> **ENTRIES SHOWN**
══════

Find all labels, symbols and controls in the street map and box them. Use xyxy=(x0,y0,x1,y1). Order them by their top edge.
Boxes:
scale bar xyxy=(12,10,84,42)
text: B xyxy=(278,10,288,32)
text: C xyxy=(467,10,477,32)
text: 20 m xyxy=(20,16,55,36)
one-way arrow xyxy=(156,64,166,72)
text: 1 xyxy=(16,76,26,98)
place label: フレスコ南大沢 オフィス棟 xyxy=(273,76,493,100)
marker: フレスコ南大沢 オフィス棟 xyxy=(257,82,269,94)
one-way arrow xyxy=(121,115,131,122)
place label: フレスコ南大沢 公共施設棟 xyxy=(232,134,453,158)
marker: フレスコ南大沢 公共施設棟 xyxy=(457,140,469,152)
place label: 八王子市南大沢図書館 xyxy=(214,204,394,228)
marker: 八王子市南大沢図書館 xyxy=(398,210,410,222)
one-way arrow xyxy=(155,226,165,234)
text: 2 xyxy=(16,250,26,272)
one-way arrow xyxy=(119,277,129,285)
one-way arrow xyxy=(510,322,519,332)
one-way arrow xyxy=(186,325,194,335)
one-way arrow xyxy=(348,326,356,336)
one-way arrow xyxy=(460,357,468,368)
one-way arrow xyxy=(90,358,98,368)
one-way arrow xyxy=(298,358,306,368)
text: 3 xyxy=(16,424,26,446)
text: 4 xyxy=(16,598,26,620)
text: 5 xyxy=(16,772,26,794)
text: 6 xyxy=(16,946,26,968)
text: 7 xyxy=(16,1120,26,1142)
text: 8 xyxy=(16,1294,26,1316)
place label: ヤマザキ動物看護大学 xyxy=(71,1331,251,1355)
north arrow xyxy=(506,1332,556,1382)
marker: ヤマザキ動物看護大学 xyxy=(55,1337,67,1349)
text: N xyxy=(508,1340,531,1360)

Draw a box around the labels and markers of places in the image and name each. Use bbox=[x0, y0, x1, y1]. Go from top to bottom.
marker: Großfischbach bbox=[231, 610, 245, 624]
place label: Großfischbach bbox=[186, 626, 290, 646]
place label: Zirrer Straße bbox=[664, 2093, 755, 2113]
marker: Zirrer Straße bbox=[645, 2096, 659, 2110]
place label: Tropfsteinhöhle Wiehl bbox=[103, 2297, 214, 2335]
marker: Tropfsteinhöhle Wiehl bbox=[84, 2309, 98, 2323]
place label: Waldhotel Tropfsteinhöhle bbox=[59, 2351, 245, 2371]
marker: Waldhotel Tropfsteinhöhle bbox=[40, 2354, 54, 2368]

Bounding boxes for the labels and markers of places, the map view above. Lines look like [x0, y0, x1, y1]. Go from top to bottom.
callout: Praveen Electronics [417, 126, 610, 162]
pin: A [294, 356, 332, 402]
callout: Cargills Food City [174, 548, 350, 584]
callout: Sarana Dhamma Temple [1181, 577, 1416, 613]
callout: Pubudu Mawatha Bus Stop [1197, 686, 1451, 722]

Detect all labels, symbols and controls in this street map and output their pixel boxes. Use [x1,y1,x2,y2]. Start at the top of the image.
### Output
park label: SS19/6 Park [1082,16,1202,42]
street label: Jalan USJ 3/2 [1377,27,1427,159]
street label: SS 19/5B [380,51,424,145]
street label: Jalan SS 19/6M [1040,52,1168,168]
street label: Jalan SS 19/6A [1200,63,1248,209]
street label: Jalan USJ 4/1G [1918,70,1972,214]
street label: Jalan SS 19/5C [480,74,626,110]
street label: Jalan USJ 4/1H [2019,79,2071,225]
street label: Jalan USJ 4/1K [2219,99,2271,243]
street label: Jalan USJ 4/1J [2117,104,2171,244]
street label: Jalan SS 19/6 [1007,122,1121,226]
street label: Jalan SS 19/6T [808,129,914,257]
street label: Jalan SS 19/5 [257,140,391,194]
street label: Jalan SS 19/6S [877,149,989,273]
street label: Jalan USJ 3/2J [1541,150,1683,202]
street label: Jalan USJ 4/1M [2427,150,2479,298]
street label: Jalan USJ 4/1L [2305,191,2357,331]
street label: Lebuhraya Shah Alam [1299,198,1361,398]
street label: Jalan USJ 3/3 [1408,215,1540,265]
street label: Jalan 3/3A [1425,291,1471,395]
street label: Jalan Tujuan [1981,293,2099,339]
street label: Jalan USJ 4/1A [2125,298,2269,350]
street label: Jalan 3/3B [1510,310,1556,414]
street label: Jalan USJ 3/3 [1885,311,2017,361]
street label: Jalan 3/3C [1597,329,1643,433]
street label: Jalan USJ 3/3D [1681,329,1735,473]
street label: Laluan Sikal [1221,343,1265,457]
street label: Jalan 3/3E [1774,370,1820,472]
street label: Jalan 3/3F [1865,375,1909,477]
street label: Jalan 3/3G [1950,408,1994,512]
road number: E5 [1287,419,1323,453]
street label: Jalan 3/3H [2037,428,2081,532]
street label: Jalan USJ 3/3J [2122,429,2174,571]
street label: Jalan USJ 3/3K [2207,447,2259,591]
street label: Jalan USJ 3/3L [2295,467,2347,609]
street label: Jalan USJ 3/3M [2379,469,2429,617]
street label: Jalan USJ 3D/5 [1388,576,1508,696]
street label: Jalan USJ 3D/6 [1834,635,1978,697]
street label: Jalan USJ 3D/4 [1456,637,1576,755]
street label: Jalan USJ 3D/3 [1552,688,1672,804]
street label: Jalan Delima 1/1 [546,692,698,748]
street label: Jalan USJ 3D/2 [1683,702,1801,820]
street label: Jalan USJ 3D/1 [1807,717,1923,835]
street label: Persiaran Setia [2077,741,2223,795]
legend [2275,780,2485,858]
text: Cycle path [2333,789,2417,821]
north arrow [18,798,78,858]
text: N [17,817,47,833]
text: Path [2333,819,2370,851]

══════

> **TASK OBJECTIVE**
Set down the whole listing again, exactly as shown above.

> **TASK ANSWER**
Find all labels, symbols and controls in the street map and box them. Use xyxy=(x0,y0,x1,y1). Order them by their top edge.
Boxes:
scale bar xyxy=(12,10,84,42)
text: B xyxy=(278,10,288,32)
text: C xyxy=(467,10,477,32)
text: 20 m xyxy=(20,16,55,36)
one-way arrow xyxy=(156,64,166,72)
text: 1 xyxy=(16,76,26,98)
place label: フレスコ南大沢 オフィス棟 xyxy=(273,76,493,100)
marker: フレスコ南大沢 オフィス棟 xyxy=(257,82,269,94)
one-way arrow xyxy=(121,115,131,122)
place label: フレスコ南大沢 公共施設棟 xyxy=(232,134,453,158)
marker: フレスコ南大沢 公共施設棟 xyxy=(457,140,469,152)
place label: 八王子市南大沢図書館 xyxy=(214,204,394,228)
marker: 八王子市南大沢図書館 xyxy=(398,210,410,222)
one-way arrow xyxy=(155,226,165,234)
text: 2 xyxy=(16,250,26,272)
one-way arrow xyxy=(119,277,129,285)
one-way arrow xyxy=(510,322,519,332)
one-way arrow xyxy=(186,325,194,335)
one-way arrow xyxy=(348,326,356,336)
one-way arrow xyxy=(460,357,468,368)
one-way arrow xyxy=(90,358,98,368)
one-way arrow xyxy=(298,358,306,368)
text: 3 xyxy=(16,424,26,446)
text: 4 xyxy=(16,598,26,620)
text: 5 xyxy=(16,772,26,794)
text: 6 xyxy=(16,946,26,968)
text: 7 xyxy=(16,1120,26,1142)
text: 8 xyxy=(16,1294,26,1316)
place label: ヤマザキ動物看護大学 xyxy=(71,1331,251,1355)
north arrow xyxy=(506,1332,556,1382)
marker: ヤマザキ動物看護大学 xyxy=(55,1337,67,1349)
text: N xyxy=(508,1340,531,1360)

Draw a box around the labels and markers of places in the image and name each. Use bbox=[x0, y0, x1, y1]. Go from top to bottom.
marker: Großfischbach bbox=[231, 610, 245, 624]
place label: Großfischbach bbox=[186, 626, 290, 646]
place label: Zirrer Straße bbox=[664, 2093, 755, 2113]
marker: Zirrer Straße bbox=[645, 2096, 659, 2110]
place label: Tropfsteinhöhle Wiehl bbox=[103, 2297, 214, 2335]
marker: Tropfsteinhöhle Wiehl bbox=[84, 2309, 98, 2323]
place label: Waldhotel Tropfsteinhöhle bbox=[59, 2351, 245, 2371]
marker: Waldhotel Tropfsteinhöhle bbox=[40, 2354, 54, 2368]

Bounding boxes for the labels and markers of places, the map view above. Lines look like [x0, y0, x1, y1]. Go from top to bottom.
callout: Praveen Electronics [417, 126, 610, 162]
pin: A [294, 356, 332, 402]
callout: Cargills Food City [174, 548, 350, 584]
callout: Sarana Dhamma Temple [1181, 577, 1416, 613]
callout: Pubudu Mawatha Bus Stop [1197, 686, 1451, 722]

Detect all labels, symbols and controls in this street map and output their pixel boxes. Use [x1,y1,x2,y2]. Start at the top of the image.
### Output
park label: SS19/6 Park [1082,16,1202,42]
street label: Jalan USJ 3/2 [1377,27,1427,159]
street label: SS 19/5B [380,51,424,145]
street label: Jalan SS 19/6M [1040,52,1168,168]
street label: Jalan SS 19/6A [1200,63,1248,209]
street label: Jalan USJ 4/1G [1918,70,1972,214]
street label: Jalan SS 19/5C [480,74,626,110]
street label: Jalan USJ 4/1H [2019,79,2071,225]
street label: Jalan USJ 4/1K [2219,99,2271,243]
street label: Jalan USJ 4/1J [2117,104,2171,244]
street label: Jalan SS 19/6 [1007,122,1121,226]
street label: Jalan SS 19/6T [808,129,914,257]
street label: Jalan SS 19/5 [257,140,391,194]
street label: Jalan SS 19/6S [877,149,989,273]
street label: Jalan USJ 3/2J [1541,150,1683,202]
street label: Jalan USJ 4/1M [2427,150,2479,298]
street label: Jalan USJ 4/1L [2305,191,2357,331]
street label: Lebuhraya Shah Alam [1299,198,1361,398]
street label: Jalan USJ 3/3 [1408,215,1540,265]
street label: Jalan 3/3A [1425,291,1471,395]
street label: Jalan Tujuan [1981,293,2099,339]
street label: Jalan USJ 4/1A [2125,298,2269,350]
street label: Jalan 3/3B [1510,310,1556,414]
street label: Jalan USJ 3/3 [1885,311,2017,361]
street label: Jalan 3/3C [1597,329,1643,433]
street label: Jalan USJ 3/3D [1681,329,1735,473]
street label: Laluan Sikal [1221,343,1265,457]
street label: Jalan 3/3E [1774,370,1820,472]
street label: Jalan 3/3F [1865,375,1909,477]
street label: Jalan 3/3G [1950,408,1994,512]
road number: E5 [1287,419,1323,453]
street label: Jalan 3/3H [2037,428,2081,532]
street label: Jalan USJ 3/3J [2122,429,2174,571]
street label: Jalan USJ 3/3K [2207,447,2259,591]
street label: Jalan USJ 3/3L [2295,467,2347,609]
street label: Jalan USJ 3/3M [2379,469,2429,617]
street label: Jalan USJ 3D/5 [1388,576,1508,696]
street label: Jalan USJ 3D/6 [1834,635,1978,697]
street label: Jalan USJ 3D/4 [1456,637,1576,755]
street label: Jalan USJ 3D/3 [1552,688,1672,804]
street label: Jalan Delima 1/1 [546,692,698,748]
street label: Jalan USJ 3D/2 [1683,702,1801,820]
street label: Jalan USJ 3D/1 [1807,717,1923,835]
street label: Persiaran Setia [2077,741,2223,795]
legend [2275,780,2485,858]
text: Cycle path [2333,789,2417,821]
north arrow [18,798,78,858]
text: N [17,817,47,833]
text: Path [2333,819,2370,851]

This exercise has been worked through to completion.